◆ **YOUR OBJECTIVE**: The expected result is the full set of records, copied precisely, with images dropped.

◆ **DATA PROVIDED**:
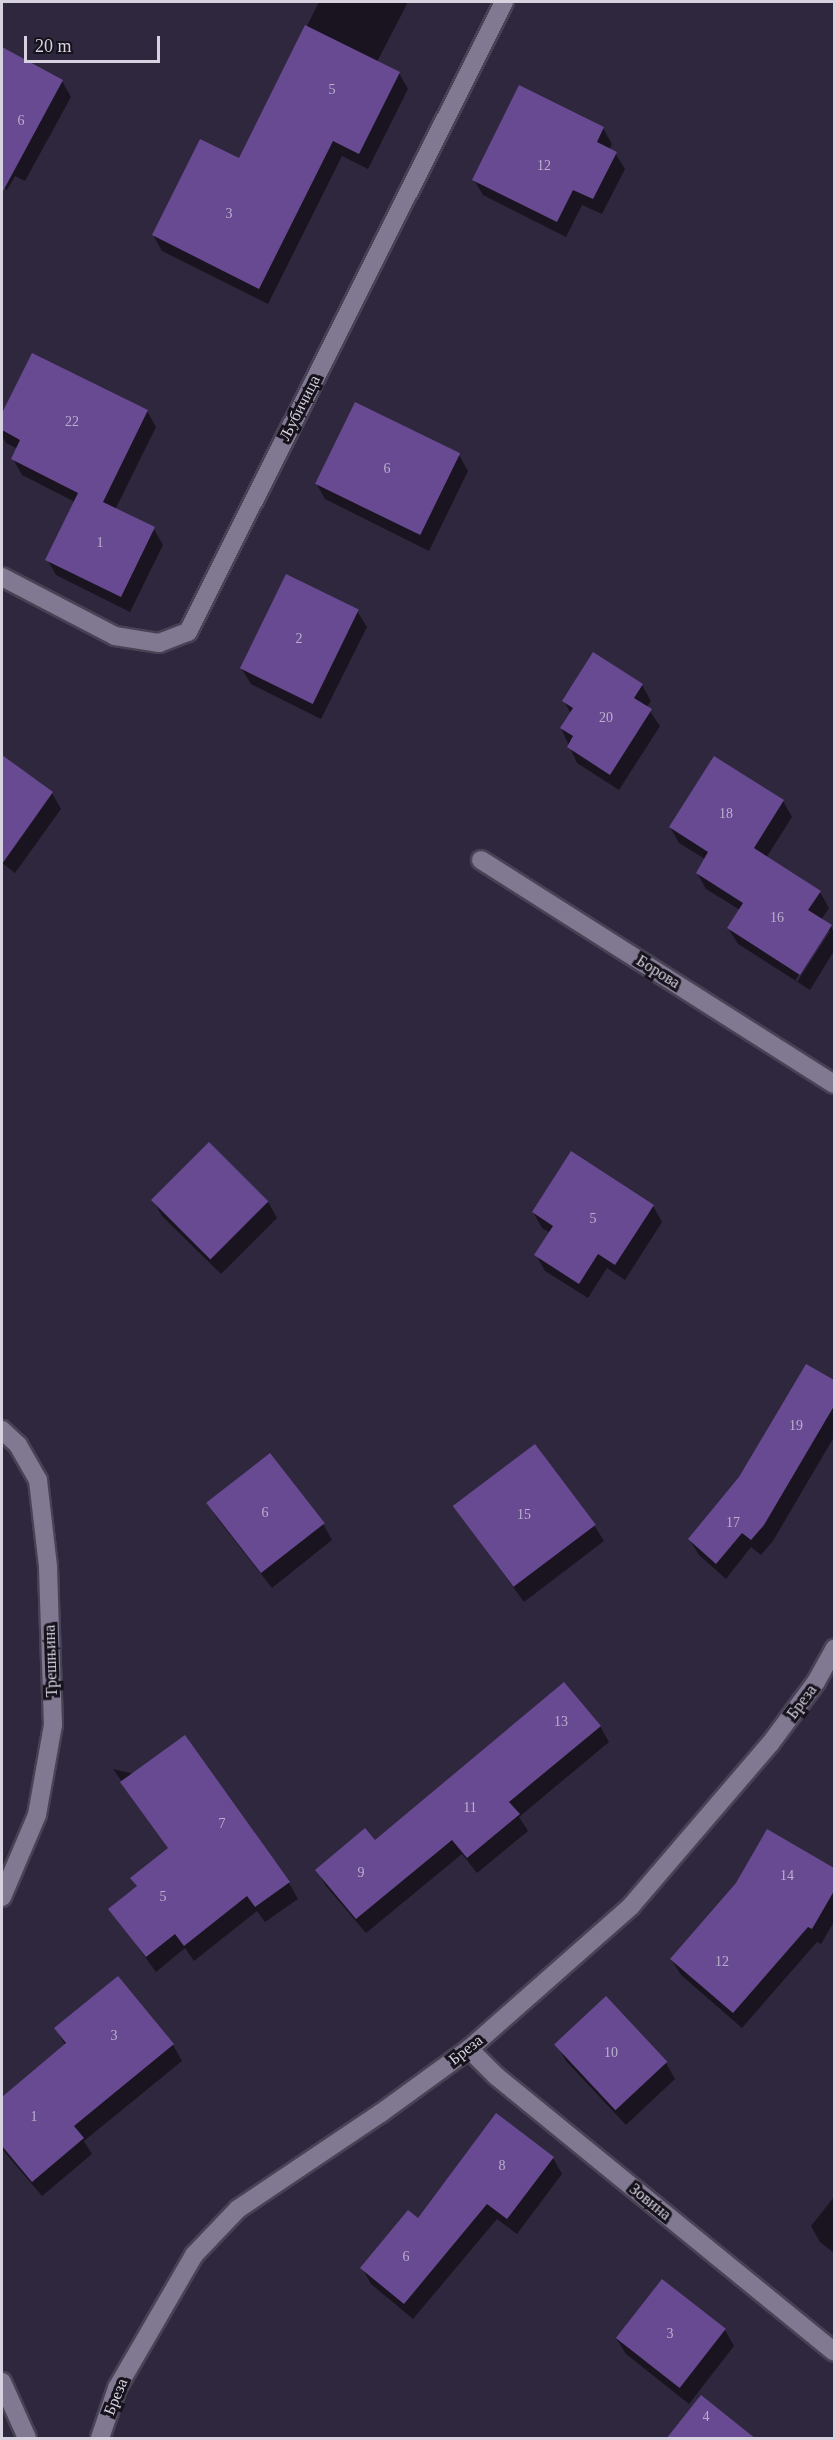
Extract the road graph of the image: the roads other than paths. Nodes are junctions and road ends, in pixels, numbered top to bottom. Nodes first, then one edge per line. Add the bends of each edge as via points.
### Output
1 (504, 2) edge
2 (2, 577) edge
3 (481, 860) dead end
4 (834, 1084) edge
5 (2, 1430) edge
6 (834, 1649) edge
7 (2, 1897) edge
8 (469, 2049) junction
9 (834, 2352) edge
10 (2, 2382) edge
11 (27, 2439) edge
12 (100, 2439) edge

1 - 2 street, Љубичица via 188,632 159,643 115,636
3 - 4 street, Борова
5 - 7 street, Трешњина via 18,1445 38,1480 48,1567 53,1725 37,1815
6 - 8 street, Бреза via 816,1682 770,1744 631,1906
8 - 9 street, Зовина via 496,2076
8 - 12 street, Бреза via 238,2209 194,2255 117,2388
10 - 11 street

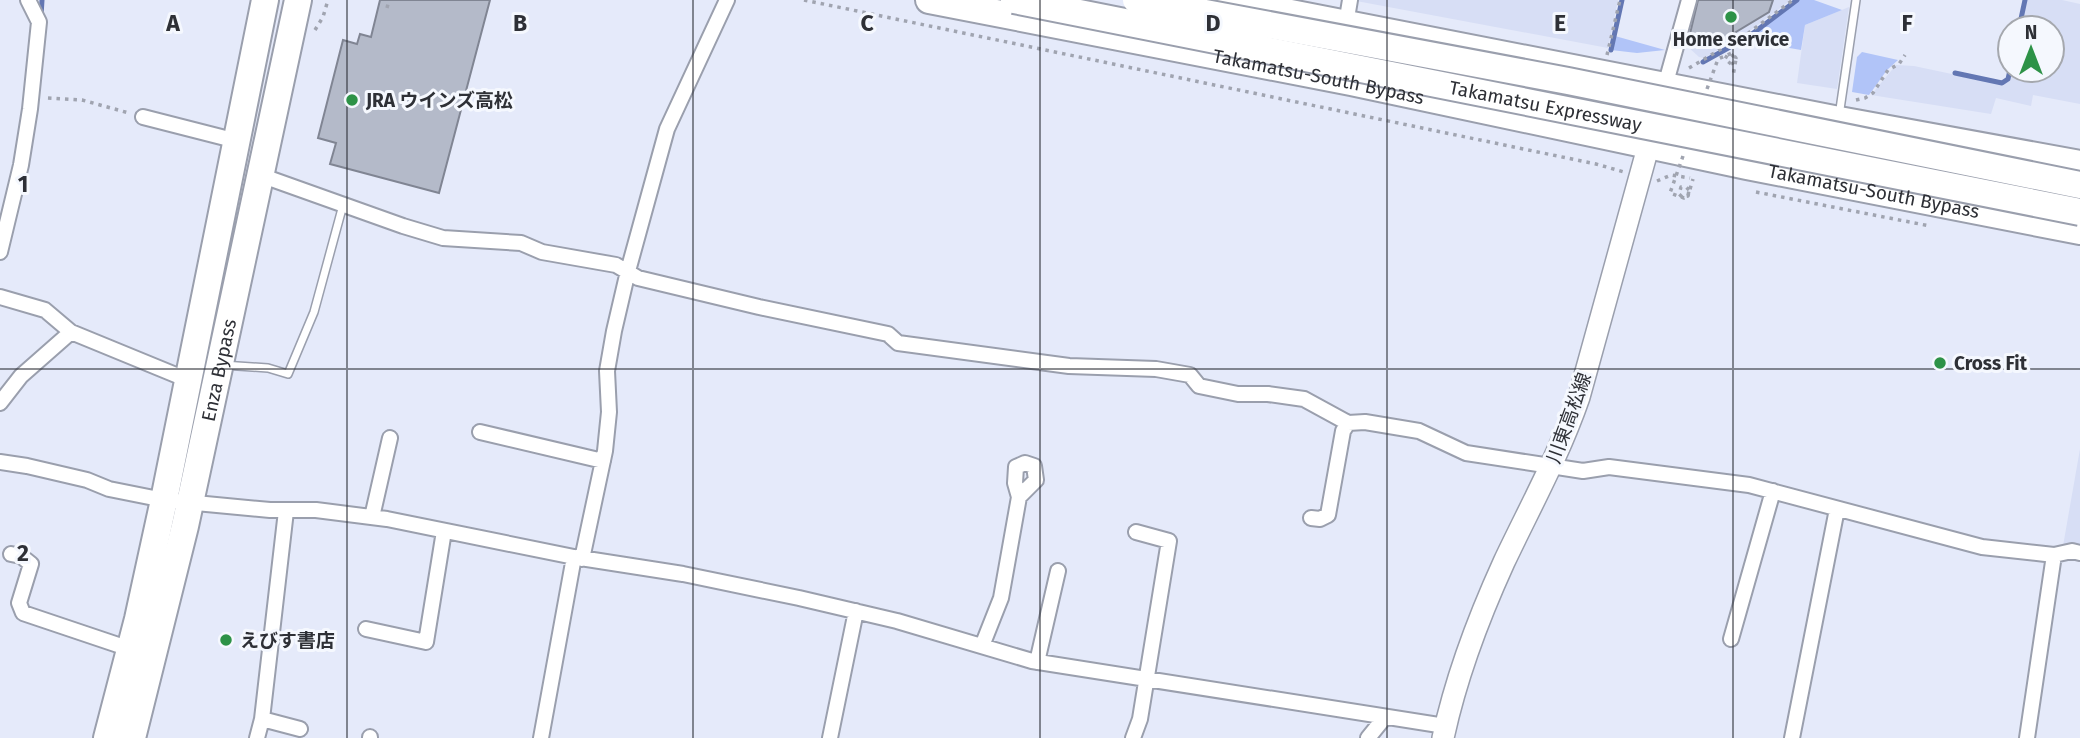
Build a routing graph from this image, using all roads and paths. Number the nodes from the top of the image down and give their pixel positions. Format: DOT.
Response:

◆ **THE ANSWER**:
Extract the road graph of the image: the roads other than paths. Nodes are junctions and road ends, in pixels, numbered top to bottom. Nodes first, then one edge per line. Add the bends of each edge as via points.
### Output
1 (504, 2) edge
2 (2, 577) edge
3 (481, 860) dead end
4 (834, 1084) edge
5 (2, 1430) edge
6 (834, 1649) edge
7 (2, 1897) edge
8 (469, 2049) junction
9 (834, 2352) edge
10 (2, 2382) edge
11 (27, 2439) edge
12 (100, 2439) edge

1 - 2 street, Љубичица via 188,632 159,643 115,636
3 - 4 street, Борова
5 - 7 street, Трешњина via 18,1445 38,1480 48,1567 53,1725 37,1815
6 - 8 street, Бреза via 816,1682 770,1744 631,1906
8 - 9 street, Зовина via 496,2076
8 - 12 street, Бреза via 238,2209 194,2255 117,2388
10 - 11 street

Build a routing graph from this image, using all roads and paths. Number the nodes from the top of the image down and give their pixel positions. Format: DOT.
Response:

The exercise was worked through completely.